What ? I see an assignment , what would trigger here ?

> > +	/*
> > +	 * Stash old values in case calibration fails,
> > +	 * we need to restore them
> > +	 */
> > +	ldectrl[0] = readl(&mmdc0->mpwldectrl0);
> > +	ldectrl[1] = readl(&mmdc0->mpwldectrl1);
> > +	ldectrl[2] = readl(&mmdc1->mpwldectrl0);
> > +	ldectrl[3] = readl(&mmdc1->mpwldectrl1);
> > +
> > +	/* disable DDR logic power down timer */
> > +	clrbits_le32(&mmdc0->mdpdc, 0xff00);
> > +
> 
> Either s/Adopt/Automatic/ or just get rid of Adopt...
> 
> This is a typo in the app note.

OK

> > +	/* disable Adopt power down timer */
> > +	setbits_le32(&mmdc0->mapsr, 0x1);
> > +
> > +	debug("Starting write leveling calibration.\n");
> > +
> > +	/*
> > +	 * 2. disable auto refresh and ZQ calibration
> > +	 * before proceeding with Write Leveling calibration
> > +	 */
> 
> Trusting the esdmisc value read from here seems like a bad idea.
> It would be clearer if the code below that restores things just
> (re)configures mdref directly.

Can you elaborate some more on why is it a bad idea?

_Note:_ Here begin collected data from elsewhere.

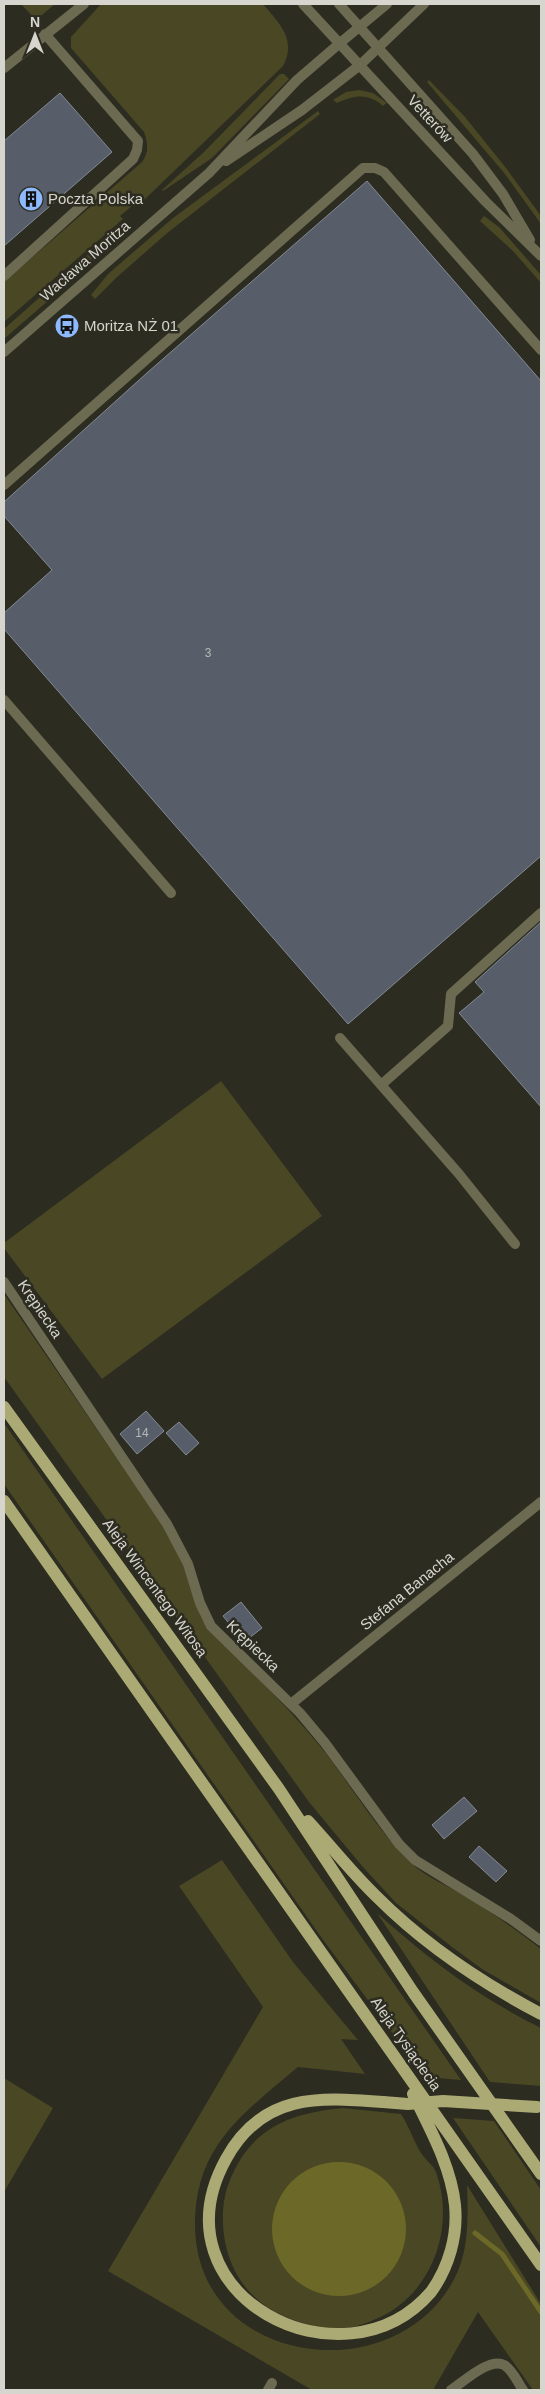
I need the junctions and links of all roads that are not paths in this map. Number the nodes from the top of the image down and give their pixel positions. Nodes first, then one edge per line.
1 (84, 4) edge
2 (303, 4) edge
3 (339, 4) edge
4 (387, 4) edge
5 (424, 4) edge
6 (359, 26) junction
7 (45, 34) junction
8 (340, 43) junction
9 (378, 48) junction
10 (360, 65) junction
11 (4, 68) edge
12 (209, 173) junction
13 (539, 254) edge
14 (4, 276) edge
15 (541, 350) edge
16 (4, 352) edge
17 (4, 486) edge
18 (4, 700) edge
19 (171, 894) dead end
20 (541, 913) edge
21 (340, 1038) dead end
22 (381, 1085) junction
23 (515, 1244) dead end
24 (4, 1282) edge
25 (4, 1406) edge
26 (4, 1501) edge
27 (541, 1502) edge
28 (291, 1704) junction
29 (279, 1789) junction
30 (541, 1941) edge
31 (541, 2014) edge
32 (398, 2062) junction
33 (539, 2107) edge
34 (541, 2174) edge
35 (541, 2264) edge
36 (451, 2390) edge
37 (523, 2390) edge

1 - 7 street
2 - 8 street, Vetterów
3 - 6 street, Vetterów
4 - 6 street, Wacława Moritza
5 - 9 street, Wacława Moritza
6 - 8 street, Wacława Moritza
6 - 9 street, Vetterów
7 - 11 street
7 - 14 street
8 - 10 street, Vetterów
8 - 12 street, Wacława Moritza
9 - 10 street, Wacława Moritza
9 - 13 street, Vetterów
10 - 12 street, Wacława Moritza
10 - 13 street, Vetterów
12 - 16 street, Wacława Moritza
15 - 17 street
18 - 19 street
20 - 22 street
21 - 22 street
22 - 23 street
24 - 28 street, Krępiecka
25 - 29 main road, Aleja Wincentego Witosa
26 - 32 main road, Aleja Tysiąclecia
27 - 28 street, Stefana Banacha
28 - 30 street, Krępiecka
29 - 31 main road
29 - 34 main road
32 - 33 main road, bridge
32 - 35 main road, Aleja Tysiąclecia
36 - 37 street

> > +	esdmisc_val = readl(&mmdc0->mdref);
> > +	writel(0x0000C000, &mmdc0->mdref);
> > +	zq_val = readl(&mmdc0->mpzqhwctrl);
> 
> clrbits_le32?

The zq_val is used further in the code, so no.

> > +	writel(zq_val & ~0x3, &mmdc0->mpzqhwctrl);
> > +
> > +	/* 3. increase walat and ralat to maximum */
> 
> (3 << 16) | (7 << 6) would be clearer, since these are numeric
> values in tbe bitfields.
> 
> > +	setbits_le32(&mmdc0->mdmisc,
> > +		     (1 << 6) | (1 << 7) | (1 << 8) | (1 << 16) | (1 << 17));
> > +	setbits_le32(&mmdc1->mdmisc,
> > +		     (1 << 6) | (1 << 7) | (1 << 8) | (1 << 16) | (1 << 17));
> 
> I had a concern about this bit of code (setting RALAT and WALAT to
> maximum values). It seems odd that we calibrate with one set of delays
> and then choose a different set later.
> 
> Experimentally, I've found using min or max values seems to have
> no effect on the result.

OK

> > +	/*
> > +	 * 4 & 5. Configure the external DDR device to enter write-leveling
> > +	 * mode through Load Mode Register command.
> > +	 * Register setting:
> > +	 * Bits[31:16] MR1 value (0x0080 write leveling enable)
> > +	 * Bit[9] set WL_EN to enable MMDC DQS output
> > +	 * Bits[6:4] set CMD bits for Load Mode Register programming
> > +	 * Bits[2:0] set CMD_BA to 0x1 for DDR MR1 programming
> > +	 */
> 
> wait_for_con_ack() seems like a good idea here:

Why ?

> > +	writel(0x00808231, &mmdc0->mdscr);
> > +
> > +	/* 6. Activate automatic calibration by setting MPWLGCR[HW_WL_EN] */
> > +	writel(0x00000001, &mmdc0->mpwlgcr);
> > +
> > +	/*
> > +	 * 7. Upon completion of this process the MMDC de-asserts
> > +	 * the MPWLGCR[HW_WL_EN]
> > +	 */
> 
> Why 1 << 0?

It waits for the autocalibration to finish, see 6. above.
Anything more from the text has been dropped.